[Serialization] Speedding up client-server communication
Hi there, I am in the process of speeding up communication between a server and its clients. Communication involves serialized class data. Messages can be as large as 100 kilobytes. I have done some measurements which have shown that, in a cluster with Gigabit networking, most overhead of the parallelisation seems to come from the Broker infrastructure and the process of (de-)serialization. Network latency and/or bandwidth seems to play only a minor role in this environment. Hence, apart from optimizing my broker, I'm looking for ways to optimize the serialization process, as used in my application. As messages are discarded as soon as they reach the recipient, versions of serialized data do not play an important role. Apart from decreasing the frequency and size of data exchanges and using binary transfers in a homogeneous environment, another way of speeding up the application seems to be the "Class Information" section discussed e.g. in http://www.boost.org/doc/libs/1_41_0/libs/serialization/doc/special.html . Also, BOOST_IS_BITWISE_SERIALIZABLE(my_class) might help. One question I have about this is whether a std::vector<POD> would be accessible to this optimization ? I use quite a few of them. Do you have further suggestions for ways of influencing the Boost.Serialization library ? Thanks and Best Regards, Ruediger
Ruediger Berlich wrote:
Hi there,
I am in the process of speeding up communication between a server and its clients. Communication involves serialized class data. Messages can be as large as 100 kilobytes.

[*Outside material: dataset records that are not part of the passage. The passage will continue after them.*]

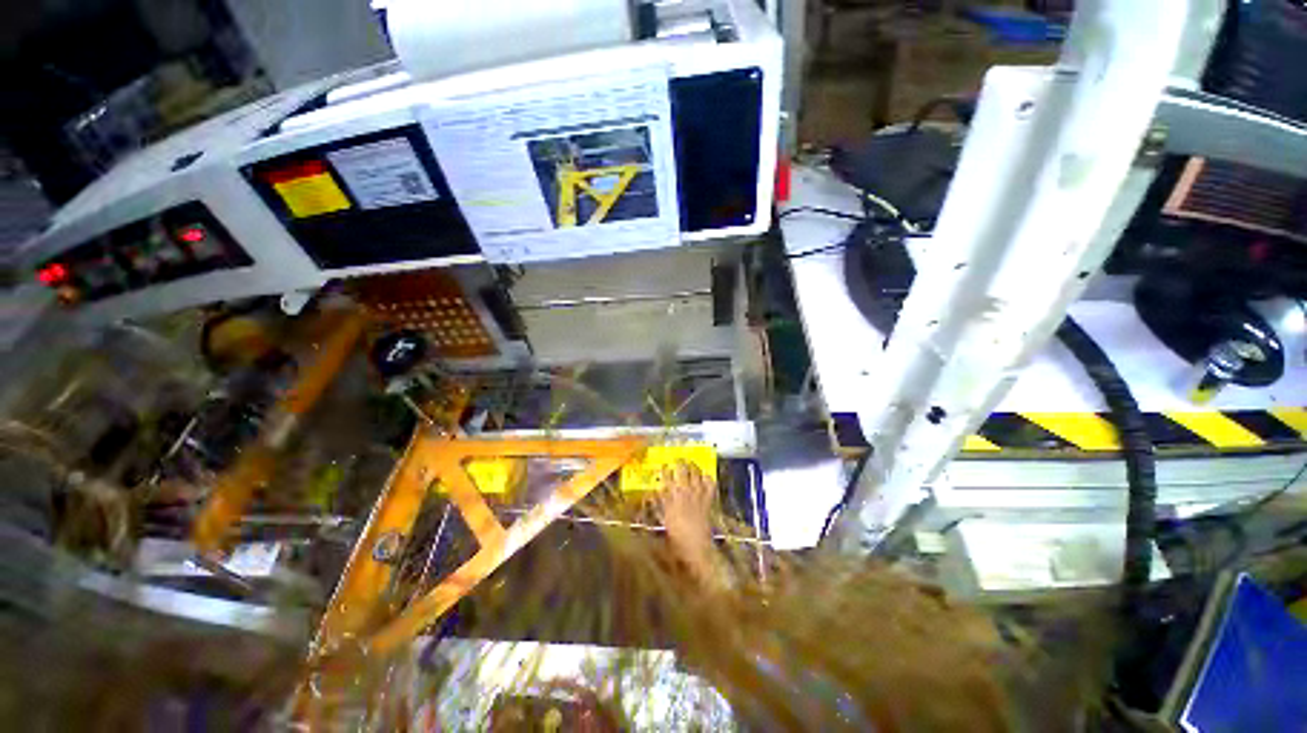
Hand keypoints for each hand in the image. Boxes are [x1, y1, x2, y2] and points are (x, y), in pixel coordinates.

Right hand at [656, 461, 727, 588]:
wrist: (696, 549)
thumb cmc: (676, 538)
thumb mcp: (663, 520)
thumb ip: (659, 505)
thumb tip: (654, 493)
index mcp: (671, 497)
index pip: (667, 476)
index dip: (665, 469)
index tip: (664, 466)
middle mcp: (685, 492)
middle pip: (682, 470)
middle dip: (680, 462)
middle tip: (678, 459)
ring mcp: (698, 494)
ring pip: (696, 473)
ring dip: (693, 466)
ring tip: (691, 463)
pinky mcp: (708, 500)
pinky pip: (710, 484)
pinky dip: (708, 478)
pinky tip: (705, 476)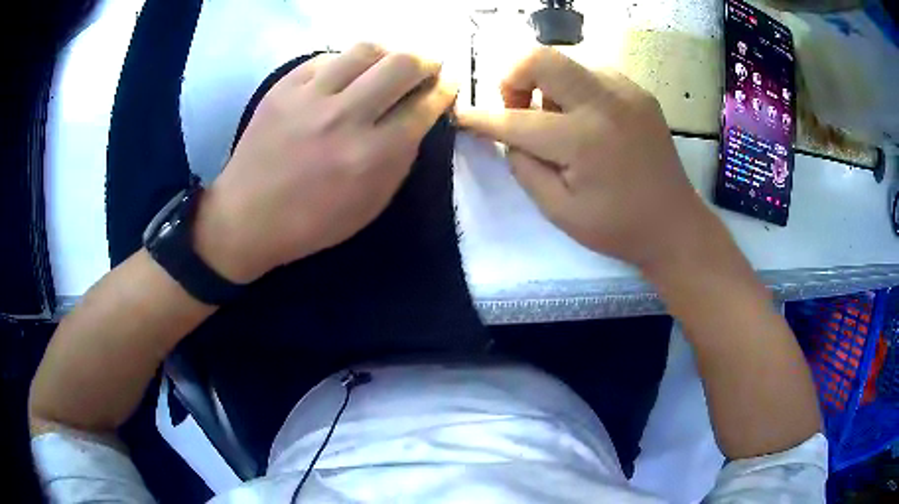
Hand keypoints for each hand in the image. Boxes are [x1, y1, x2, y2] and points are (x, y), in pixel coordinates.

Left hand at [194, 44, 456, 282]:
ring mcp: (310, 97)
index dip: (444, 90)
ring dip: (389, 52)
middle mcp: (345, 117)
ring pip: (366, 50)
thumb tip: (417, 117)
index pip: (423, 106)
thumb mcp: (370, 204)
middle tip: (429, 65)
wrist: (247, 217)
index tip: (448, 84)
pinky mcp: (283, 87)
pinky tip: (347, 74)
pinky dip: (346, 63)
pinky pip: (327, 58)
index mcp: (371, 156)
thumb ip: (400, 159)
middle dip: (427, 60)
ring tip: (390, 62)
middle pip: (402, 65)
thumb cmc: (311, 222)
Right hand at [457, 48, 719, 273]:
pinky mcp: (638, 91)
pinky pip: (591, 72)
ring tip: (556, 120)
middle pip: (541, 58)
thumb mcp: (558, 211)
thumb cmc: (617, 227)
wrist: (674, 224)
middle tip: (519, 109)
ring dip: (546, 84)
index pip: (517, 119)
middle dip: (514, 78)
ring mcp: (626, 91)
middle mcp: (605, 103)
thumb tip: (510, 136)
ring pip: (566, 61)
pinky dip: (573, 88)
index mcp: (584, 140)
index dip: (483, 118)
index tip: (463, 116)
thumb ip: (524, 167)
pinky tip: (584, 118)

I have done some measurements which have shown that, in a cluster with Gigabit networking, most overhead of the parallelisation seems to come from the Broker infrastructure and the process of (de-)serialization. Network latency and/or bandwidth seems to play only a minor role in this environment.
Hence, apart from optimizing my broker, I'm looking for ways to optimize the serialization process, as used in my application. As messages are discarded as soon as they reach the recipient, versions of serialized data do not play an important role.
Apart from decreasing the frequency and size of data exchanges and using binary transfers in a homogeneous environment, another way of speeding up the application seems to be the "Class Information" section discussed e.g. in http://www.boost.org/doc/libs/1_41_0/libs/serialization/doc/special.html
If speed is paramount and you don't need versioning, you can mark your classes accordingly. If you're using this for passing data over the network and you have control over both ends, versioning should not be necessary. That could make a huge difference. Also if you turn off tracking, that could make big difference as well.
Also, BOOST_IS_BITWISE_SERIALIZABLE(my_class) might help. One question I have about this is whether a std::vector<POD> would be accessible to this optimization ? I use quite a few of them.
collections of types marked with BOOST_IS_BITWISE_SERIALIZABLE(my_class) serialized with the binary_?archive should be pretty much as fast as any other method. On my system when I disassemble these types, one can verify that it boils down the minimum code possible- at least with my MSVC compiler. One large bottle neck I've found is in the usage of standard stream buffer. Replacing this with a custom implemenation might help.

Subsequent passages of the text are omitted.